You will surrender the option of not caring, of being complacent, uninvolved, removed.

You will have skin in the game, as they say … solidarity with all the vulnerable, all the threatened, all the endangered, all the orphaned and afraid.

Your life will be yours, and not yours.

You will discover the ecstatic agony of self-giving.

Your life will no longer simply be about your life.

Your life will be about Life.

 

My spiritual practice these days includes simply holding the image of pregnant Mary, and seeing myself in her — as her, joining her in bearing the messianic, the hoped-for, the dreamed-of, into the world, this world, this world with all its turbulence, division, and pain.

 

“Let it be with me according to your will,” I say. “What seems impossible can still be possible … with God,” I say.

 

Through my body — and yours — with all our particularity, all our strengths and weaknesses, our privileges and problems, what is needed most can come into the world.

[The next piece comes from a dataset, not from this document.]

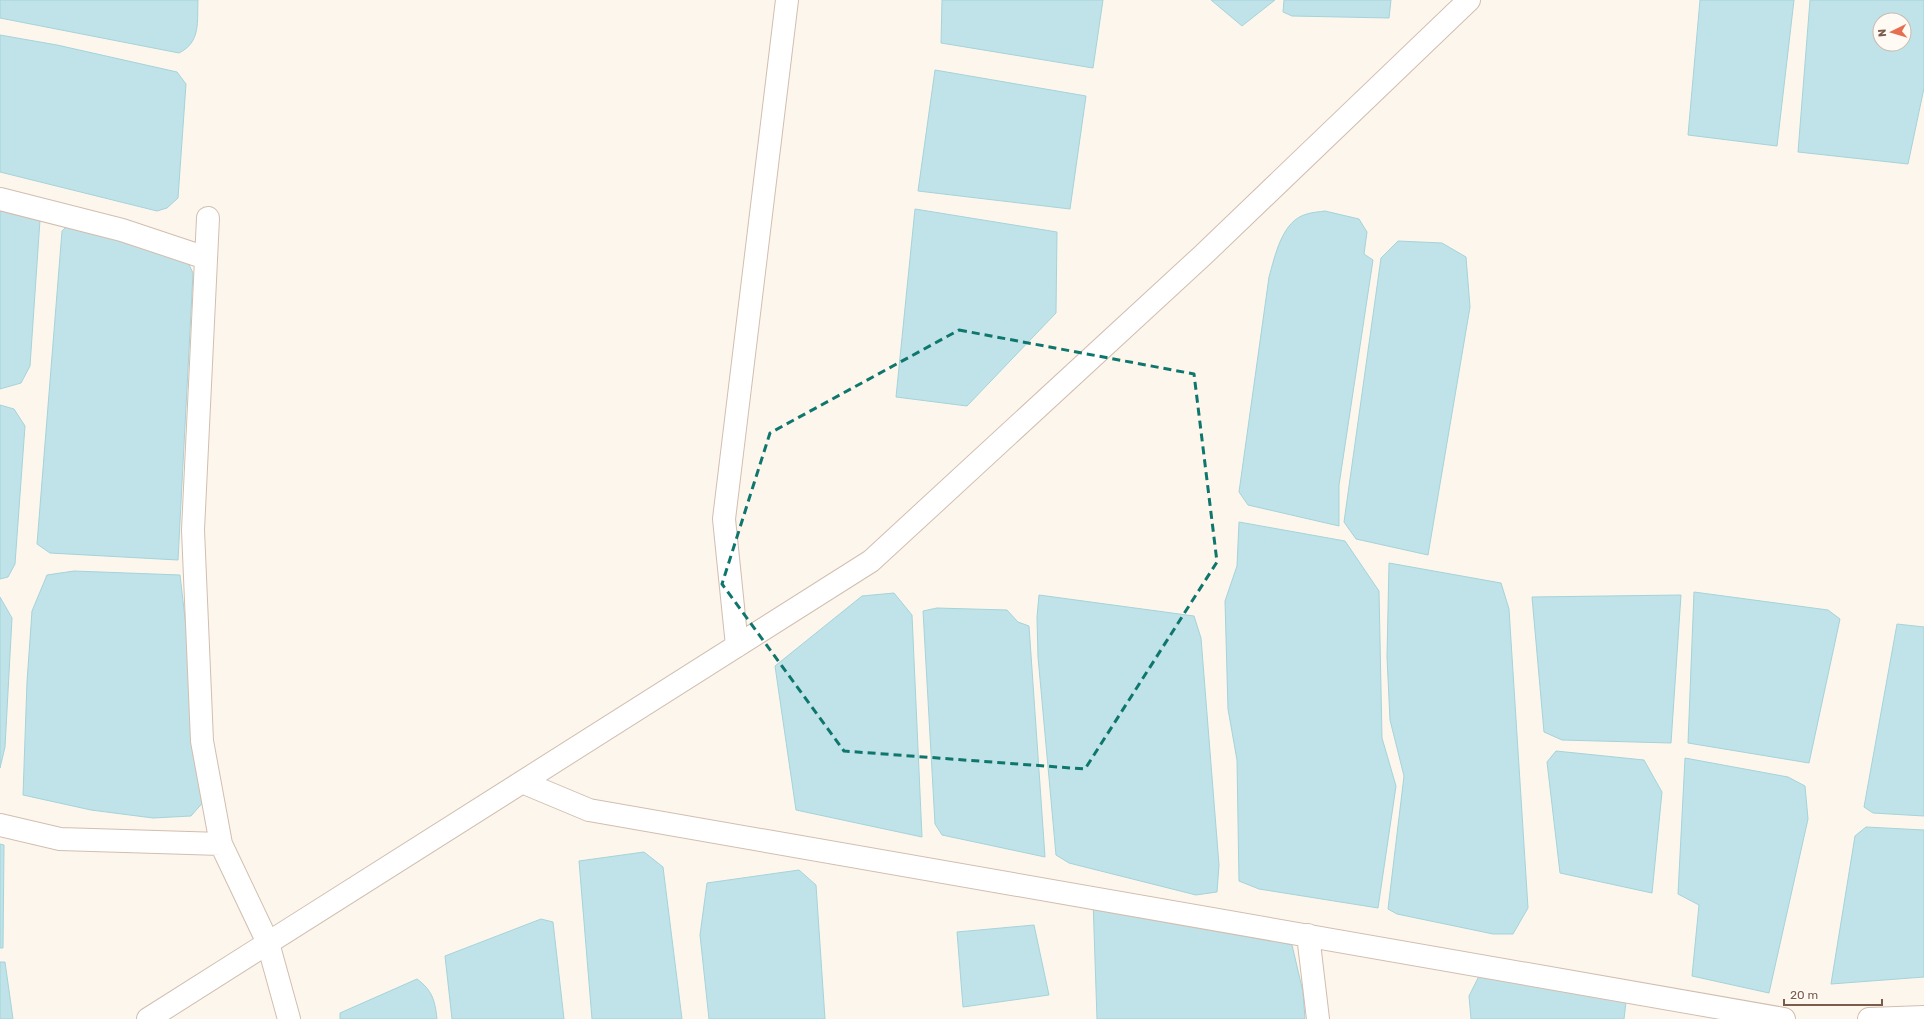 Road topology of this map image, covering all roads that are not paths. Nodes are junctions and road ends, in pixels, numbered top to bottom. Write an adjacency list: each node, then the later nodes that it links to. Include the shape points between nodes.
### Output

I invite you to join me today for a few moments … sitting quietly in your home amidst the joyful chaos of wrapping paper and holiday excitement, bundling up and taking a walk outdoors, wherever … not simply thinking about Mary, but in some way, becoming Mary, joining her in bringing tender, new, transformative life into the world.

God knows how much that new life is needed.

Incarnation happens, whenever we join Mary in making ourselves available to divine, revolutionary love.

Let it be.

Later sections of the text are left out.